Рука легла на рубильник. Всё - обесточено. Конец рабочего дня. Лаврушин забросил потёртую кожаную сумку на плечо и вышел из лаборатории, захлопнул дверь и нажал на кнопку замка. Всё, теперь замок - последнее из его изобретений, откроется только на его свист, а, как известно, свист у человека так же индивидуален, как отпечатки пальцев.
- Шатаются всякие. Тоже мне, кандидаты в доктора, - сам того не зная процитировал Высоцкого стороживший выход пожилой, с вислыми усами вохровец, который уже хотел отойти ко сну, застыв изваянием на спинке стула. Припозднившихся сотрудников он воспринимал как нарушение правильного порядка вещей. В отношении самого молодого, двадцати семи годков от роду, завлабораторией, кандидата наук Лаврушина он был прав на все сто процентов. Тот действительно по природе своей являлся воплощённым нарушением правильного порядка.
- До свиданья, - махнул рукой Лаврушин и толкнул крутящуюся стеклянную дверь.
- И вам того же в двойном размере, - развязно прокаркал охранник и потянулся к кнопке электрического замка.
Сразу за стеклянными дверьми в лицо Лаврушина дохнуло весной.
- Ляпота, - прошептал он и вздохнул полной грудью ароматный майский воздух.
Постояв немного, он направился по бетонной дорожке через зелёный и ухоженный институтский парк.
Институтские старожилы склонялись к точке зрения, что на Московскую окраину это странное научное учреждение загнали специально - чтобы не мозолило никому глаза и не смущало упорядоченные научные умы. Тогда, в начале шестидесятых, тут даже окраины не было, а был сплошной лес. Москва расширялась, жадно отвоёвывая всё новые площади и закатывая леса и лужайки асфальтом, прорастая рядами уродливых металлических и кирпичных гаражей. Что-то беспощадное было в этой бетонно-стеклянной поступи цивилизации. Вот и рядом с трёхэтажным старым институтским зданием несколько лет назад вознёсся новый десятиэтажный бетонный корпус с окнами от пола до потолка - какой идиот придумал в русском холодном климате делать такие окна?
Ветку метро, давно и напористо обещаемую отцами города, так до окрестностей института и не дотянули. А горбатый "Запорожец" - ветеран ещё вчера, простудно чихнув, замолк, похоже, давая понять, что уходит на законный больничный. Значит, надо ждать автобуса.

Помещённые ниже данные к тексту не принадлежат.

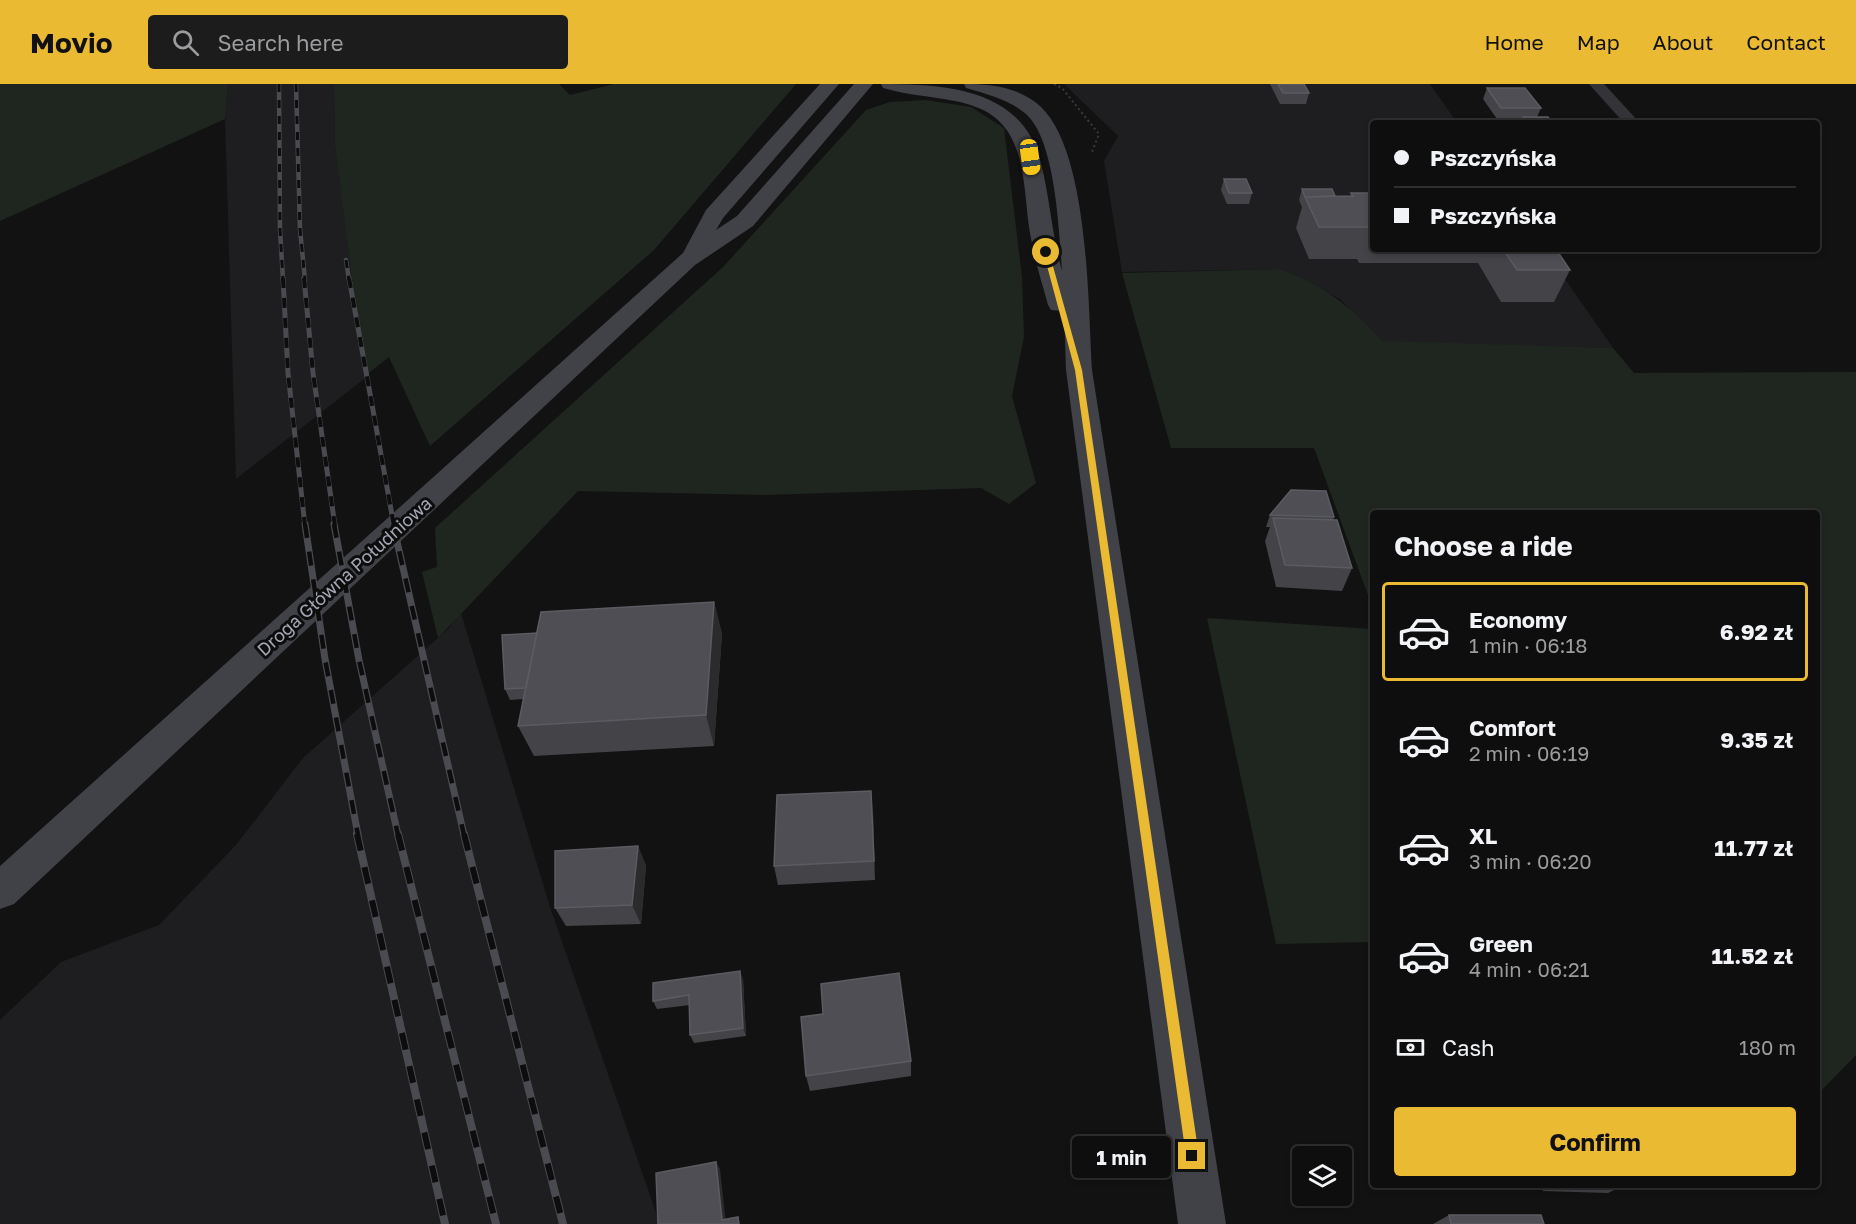 <!DOCTYPE html>
<meta charset="utf-8">
<style>
:root{--surface:#0e0e0e;--page:#1c1c1c;--text:#f1f3f6;--muted:#9b9c9e;--line:#2e2e2e;--accent:#eaba33}
body{margin:0;font-family:"Golos Text",sans-serif;background:var(--page);color:var(--text);height:100vh;display:flex;flex-direction:column;font-size:22px;white-space:nowrap}
*{box-sizing:border-box;margin:0}
p{font-size:20px;color:var(--muted)}
.icon{flex:none;width:33px;height:33px;fill:none;stroke:currentColor;stroke-width:2;stroke-linecap:round;stroke-linejoin:round}
.map{position:relative;flex:1;overflow:hidden}
.side{position:absolute;left:1370px;top:426px;width:450px;height:678px;display:flex;flex-direction:column;background:var(--surface);border-radius:6px;box-shadow:0 3px 9px #0003,0 0 0 2px var(--line)}
.side>*{flex:none}
.banner{position:absolute;left:1370px;top:36px;width:450px;height:132px;border-radius:6px;box-shadow:0 3px 9px #0003,0 0 0 2px var(--line);display:grid;align-content:center;height:132px;padding:0 24px;background:var(--surface)}
.buttons{position:absolute;left:1292px;top:1062px;display:grid;gap:12px}
.buttons a{display:grid;place-items:center;width:60px;height:60px;border-radius:6px;background:var(--surface);box-shadow:0 3px 9px #0003,0 0 0 2px var(--line);font-size:30px}
.end{position:absolute;width:27px;height:27px;margin:-14px;border:8px solid #eaba33;background:#111;box-shadow:0 0 0 3px #111}
.from{border-radius:50%}
.bubble{position:absolute;height:42px;border-radius:6px;background:var(--surface);box-shadow:0 3px 9px #0003,0 0 0 2px var(--line);font-size:20px;font-weight:700;line-height:42px;text-align:center}
.car{position:absolute;width:18px;height:36px;margin:-18px -9px;border-radius:8px;box-shadow:0 0 4px 2px #0007;background:linear-gradient(#f5c518 24%,#345 0 40%,#f5c518 0 76%,#345 0 86%,#f5c518 0)}
.banner b{display:flex;align-items:center;gap:21px;height:57px;font-size:22px}
.banner b+b{border-top:2px solid var(--line)}
.banner i{width:15px;height:15px;background:var(--text)}
ul{padding:0;list-style:none}
li{display:flex;align-items:center;gap:18px;height:99px;margin:0 12px 9px;padding:0 12px;border:3px solid transparent;border-radius:6px}
li div{flex:1}
li b{display:block;font-size:22px}
li em{font-style:normal;font-weight:700}
li.on{border-color:var(--accent)}
li>.icon{width:54px;height:54px;stroke-width:1.5}
h2{padding:0 24px;font-size:27px;line-height:72px}
.pay{display:flex;align-items:center;gap:15px;height:66px;padding:0 24px;font-size:22px}
.pay p{margin-inline-start:auto}
.primary-button{display:flex;gap:12px;margin-top:auto;padding:12px 24px}
.primary-button a{flex:1;height:69px;border-radius:6px;background:var(--accent);color:#111;font-size:24px;font-weight:700;line-height:69px;text-align:center}
header{display:flex;align-items:center;gap:36px;box-sizing:border-box;height:84px;padding:0 30px;background:var(--accent);color:#111}
header strong{font-size:28px}
nav{display:flex;gap:33px;margin-inline-start:auto;font-size:21px}
.search{width:420px;height:54px;background:var(--page);display:flex;align-items:center;gap:15px;box-sizing:border-box;padding:0 21px;border-radius:6px;color:var(--muted);font-size:22px}
.map>svg:first-child{display:block}
.built{fill:#1e1e20}
.green{fill:#1e261f}
.lines{fill:none;stroke-linecap:round;stroke-linejoin:round}
.path{stroke:#393a3f;stroke-width:2;stroke-dasharray:2 3;stroke-linecap:butt}
.service{fill:#333338;fill-rule:evenodd}
.secondary{fill:#414248;fill-rule:evenodd}
.rail-far3-casing{stroke:#4a4b51;stroke-width:4.5}
.rail-far2-casing{stroke:#4a4b51;stroke-width:5}
.rail-far1-casing{stroke:#4a4b51;stroke-width:7}
.rail-casing{stroke:#4a4b51;stroke-width:8}
.rail-far3{stroke:#0d0d0e;stroke-width:3;stroke-dasharray:8;stroke-linecap:butt}
.rail-far2{stroke:#0d0d0e;stroke-width:4;stroke-dasharray:10;stroke-linecap:butt}
.rail-far1{stroke:#0d0d0e;stroke-width:4.5;stroke-dasharray:14;stroke-linecap:butt}
.rail{stroke:#0d0d0e;stroke-width:6;stroke-dasharray:17;stroke-linecap:butt}
.wall{fill:#434348}
.shaded-wall{fill:#2b2b2e}
.building{fill:#4e4e54;stroke:#5b5c62;stroke-width:1.5}
.route{fill:#eaba33}
.labels{text-anchor:middle;dominant-baseline:central;stroke-width:6;stroke-linejoin:round;paint-order:stroke}
.street-label{font-size:18px;fill:#a3a7b3;stroke:#0d0d0e}
</style>
<header>
<strong>Movio</strong>
<div class="search"><svg class="icon" aria-label="search" viewBox="0 0 24 24"><circle cx="10" cy="10" r="6"/><path d="M15 15l6 6"/></svg>Search here</div>
<nav><a>Home</a><a>Map</a><a>About</a><a>Contact</a></nav>
</header>
<div class="map">
<svg width="1856" height="1140" viewBox="0 0 1856 1140">
<rect width="100%" height="100%" fill="#121213"/>
<path class="built" d="M228,0H334L335,61L369,291L236,395L225,35Z
M1064,0H1430L1457,39H1372V165H1544L1613,264L1382,258L1340,215L1279,185L1122,188L1104,77L1118,52Z
M461,529L550,823L660,1140H0V936L61,878L159,841L236,761L303,674L448,545Z"/>
<path class="green" d="M0,0H228L225,35L0,137Z
M334,0H559L570,11L614,0H796L654,166L430,362L389,273L365,292L335,61Z
M926,16L971,23L1004,44L1022,193L1024,253L1012,312L1036,399L1009,420L981,404L766,411L578,407L438,554L422,488L437,483L435,444L723,183L866,26L890,18Z
M1279,185C1325,202 1350,221 1382,257L1613,264L1634,289L1856,288V971L1817,1011L1816,429H1372V522L1314,364H1171L1122,189Z
M1207,534L1372,545V858L1276,860Z"/>
<g class="lines">
<path class="path" d="M1054,0L1062,4L1099,50L1092,68"/>
<path class="service" d="M1589,0H1604L1640,39H1624Z"/>
<path class="secondary" d="M820,0H839L723,134L716,146L737,132L854,0H873L753,142L695,181L14,820L0,825V782L683,169L706,126Z
M881,0C945,0 1023,4 1041,79C1050,115 1052,151 1062,187C1059,148 1056,57 1026,30C1010,16 987,10 966,4L964,0C991,0 1020,3 1041,23C1089,69 1088,221 1092,286L1226,1140H1178L1066,286L1064,227L1051,226L1048,221C1042,199 1035,177 1031,154C1022,110 1030,47 981,25C954,13 923,14 895,7L883,4Z"/>
<defs>
<path id="rail-far3" d="M279,0L280,145L283,196
M296,0L300,145L305,196
M346,176L349,196"/>
<path id="rail-far2" d="M283,194L288,289L305,442
M304,194L313,289L335,442
M349,194L394,442"/>
<path id="rail-far1" d="M305,440L325,575L358,751
M334,440L359,576L398,751
M393,440L464,751"/>
<path id="rail" d="M357,750L445,1140
M398,750L496,1140
M464,750L563,1140"/>
</defs>
<use href="#rail-far3" class="rail-far3-casing"/>
<use href="#rail-far2" class="rail-far2-casing"/>
<use href="#rail-far1" class="rail-far1-casing"/>
<use href="#rail" class="rail-casing"/>
<use href="#rail-far3" class="rail-far3"/>
<use href="#rail-far2" class="rail-far2"/>
<use href="#rail-far1" class="rail-far1"/>
<use href="#rail" class="rail"/>
</g>
<path class="wall" d="M1270,0H1304L1309,9L1306,20H1280Z
M1487,4L1541,24L1537,33L1553,39H1520L1522,35H1497L1483,15Z
M1224,95L1252,109L1249,120H1227L1221,106Z
M1302,105L1335,112H1350L1351,109H1372V165H1556L1570,186L1554,218H1501L1478,179H1359L1357,175H1309L1296,144L1302,123L1299,116Z
M1270,431L1334,433L1333,436L1352,484L1342,507L1276,503L1265,457L1270,443H1266Z
M714,518L722,550L714,662L534,672L518,642L523,615L510,616L505,605L537,549Z
M873,727L875,796L778,801L774,782Z
M638,762L646,782L641,840L566,842L555,824Z
M743,895L746,952L694,959L690,951V921L657,925L653,917Z
M823,930L911,977V992L810,1007L806,992Z
M1541,1101H1625L1608,1109L1543,1107Z
M1449,1131L1544,1140H1433Z"/>
<path class="shaded-wall" d="M714,518L722,550L714,662L706,631Z
M871,707L873,727L875,796L874,777Z
M638,762L646,782L641,840L632,821Z
M740,887L743,895L746,952L743,944Z
M716,1078L720,1085L726,1140L722,1136Z"/>
<path class="building" d="M1278,0H1304L1309,9H1283Z
M1487,4H1525L1541,24H1501Z
M1523,33H1548L1553,39H1528Z
M1224,95H1246L1252,109H1229Z
M1302,105H1332L1335,112L1305,113Z
M1351,109H1372V147H1370L1368,143H1319L1305,113L1353,112Z
M1503,165H1556L1570,186H1517Z
M1291,406L1326,407L1334,433L1270,431Z
M1273,434L1337,436L1352,484L1285,481Z
M714,518L706,631L518,642L541,528Z
M537,549L526,604L505,605L502,551Z
M871,707L874,777L774,782L777,711Z
M638,762L632,821L555,824V767Z
M740,887L743,944L690,951L689,911L653,917V899Z
M899,889L911,977L806,992L801,933L823,930L821,900Z
M716,1078L722,1136L738,1133L739,1140H658L656,1089Z
M1449,1131H1541L1544,1140H1451Z"/>
<path class="route" d="M1043,167L1049,168L1082,286L1199,1072L1192,1078L1186,1072L1075,286Z"/>
<g class="labels">
<g class="street-label">
<text transform="translate(344 492) rotate(-42)">Droga Główna Południowa</text>
</g>
</g>
</svg>
<div class="buttons">
<a><svg class="icon" aria-label="layers" viewBox="0 0 24 24"><path d="M12 4l9 5-9 5-9-5zM3 14l9 5 9-5"/></svg></a>
</div>
<i class="end from" style="left:1046px;top:168px"></i>
<i class="end" style="left:1192px;top:1072px"></i>
<div class="bubble" style="left:1072px;top:1052px;width:99px">1 min</div>
<i class="car" style="left:1030px;top:73px;rotate:172deg"></i>
<div class="banner">
<b><i class="from"></i>Pszczyńska</b>
<b><i></i>Pszczyńska</b>
</div>
<section class="side">
<h2>Choose a ride</h2>
<ul>
<li class="on"><svg class="icon" aria-label="car" viewBox="0 0 24 24"><path d="M5 17H2v-5l4-1 3-4h7l3 4 3 1v5h-3M9 17h6M6 11h13"/><circle cx="7" cy="17" r="2"/><circle cx="17" cy="17" r="2"/></svg><div><b>Economy</b><p>1 min · 06:18</p></div><em>6.92 zł</em></li>
<li><svg class="icon" aria-label="car" viewBox="0 0 24 24"><path d="M5 17H2v-5l4-1 3-4h7l3 4 3 1v5h-3M9 17h6M6 11h13"/><circle cx="7" cy="17" r="2"/><circle cx="17" cy="17" r="2"/></svg><div><b>Comfort</b><p>2 min · 06:19</p></div><em>9.35 zł</em></li>
<li><svg class="icon" aria-label="car" viewBox="0 0 24 24"><path d="M5 17H2v-5l4-1 3-4h7l3 4 3 1v5h-3M9 17h6M6 11h13"/><circle cx="7" cy="17" r="2"/><circle cx="17" cy="17" r="2"/></svg><div><b>XL</b><p>3 min · 06:20</p></div><em>11.77 zł</em></li>
<li><svg class="icon" aria-label="car" viewBox="0 0 24 24"><path d="M5 17H2v-5l4-1 3-4h7l3 4 3 1v5h-3M9 17h6M6 11h13"/><circle cx="7" cy="17" r="2"/><circle cx="17" cy="17" r="2"/></svg><div><b>Green</b><p>4 min · 06:21</p></div><em>11.52 zł</em></li>
</ul>
<div class="pay"><svg class="icon" aria-label="cash" viewBox="0 0 24 24"><path d="M3 7h18v10H3z"/><circle cx="12" cy="12" r="2"/></svg>Cash<p>180 m</p></div>
<div class="primary-button"><a>Confirm</a></div>
</section>
</div>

Лаврушин присел на скамейку у остановки. Когда подойдёт автобус? Ребята-математики как-то с помощью большого институтского компьютера пытались найти закономерность в интервалах его движения. Но эта задача современной науке оказалась не по зубам.
Сегодня автобус подошёл как по заказу - Лаврушин не успел даже настроится на ожидание. Через четверть часа кандидат наук был в метро, ещё через полчаса выходил на станции "Проспект Мира". А там до панельного дома на Большой Переяславской рукой подать.
Перед дверьми квартиры Лаврушин начал обшаривать карманы брюк и рубашки в поисках ключа - без видимого успеха. Тогда он покопался в многочисленных отделениях сумки и выудил бумажник. В нём лежал второй ключ - его приходилось постоянно носить с собой, поскольку первый всегда забывался в самых неподходящих местах.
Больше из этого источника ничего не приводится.